Language is a major part of culture and with cannabis use growing in America,
more and more words are added to our social dialect.

to a Gallup poll taken July 5-9th of 2017, forty five percent of adults in the
United States have used marijuana at least once in their lives and one in eight
people use marijuana regularly (Nierenberg, Live Science). Twenty-nine states
have passed medical marijuana laws and because of this and several other
factors, cannabis has become more and more popular (Nierenberg, Live Science).

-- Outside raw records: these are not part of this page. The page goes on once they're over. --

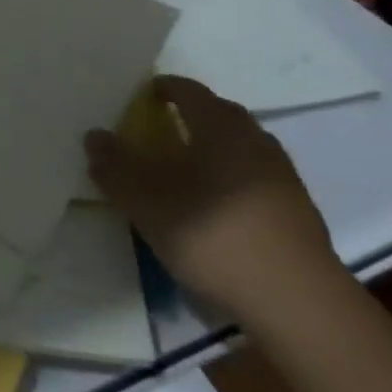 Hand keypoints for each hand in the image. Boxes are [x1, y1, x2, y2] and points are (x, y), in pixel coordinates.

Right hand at [85, 75, 338, 324]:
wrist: (298, 302)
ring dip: (210, 153)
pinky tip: (216, 212)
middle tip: (157, 135)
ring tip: (185, 175)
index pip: (187, 89)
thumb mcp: (147, 201)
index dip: (161, 89)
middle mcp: (254, 138)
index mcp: (220, 124)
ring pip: (237, 149)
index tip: (140, 100)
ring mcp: (281, 175)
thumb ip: (116, 166)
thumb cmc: (213, 234)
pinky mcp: (297, 212)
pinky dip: (230, 184)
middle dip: (187, 119)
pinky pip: (253, 181)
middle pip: (216, 115)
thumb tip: (94, 136)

Other reasons for the increase of popularity is due to medical research pointed
to positive health benefits of experimenting with cannabis. One being the reduction
of opioid use when smoking cannabis. According to a STAT study, one hundred
Americans die per day due to opioid overdose (Robinson, Merry Jane). A study
done by the University of New Mexico used 37 patients with chronic pain during
a twenty-month period. Eighty percent of participants reduced opioid use while
forty percent of participants ceased all opioid use in favor of weed (Robinson,
Merry Jane). Aside from this study, cannabis has also been used recreationally
for anxiety, insomnia, physical pain and other mental and health disorders
(Welsh and Loria, Business Insider). Many other studies have been and are being
conducted on the health benefits of using cannabis. The health aspect of
cannabis culture is a narrative that widens the scope as to who and why
Americans choose to partake.

            The symbols and narratives of
cannabis culture transcend from those who use cannabis for health-related
issues and those who use it recreationally and for fun. Either way, cannabis is
then used in many ways for many various reasons and therefore this creates
space for many different rituals associated to cannabis. “Waking and baking”,
smoking with friends, attending a 420 celebration, meditating, or smoking when
in physical pain are a few different ritualistic ways to experiment with
cannabis. Marijuana dispensaries (or clinics) and doctors are easily accessible
today and the younger generation advocates for the legalization of cannabis. I
found several online journals and websites focused on cannabis which provides
readers with up to date news and research within the cannabis community.
Cannabis culture cannot be assigned to any specific location, but it is
locations such as Santa Cruz that have a high rate of cannabis use and
acceptance. Participating in UC Santa Cruz’s 420 celebration opened my eyes to
cannabis culture and how it is becoming more and more accepted today.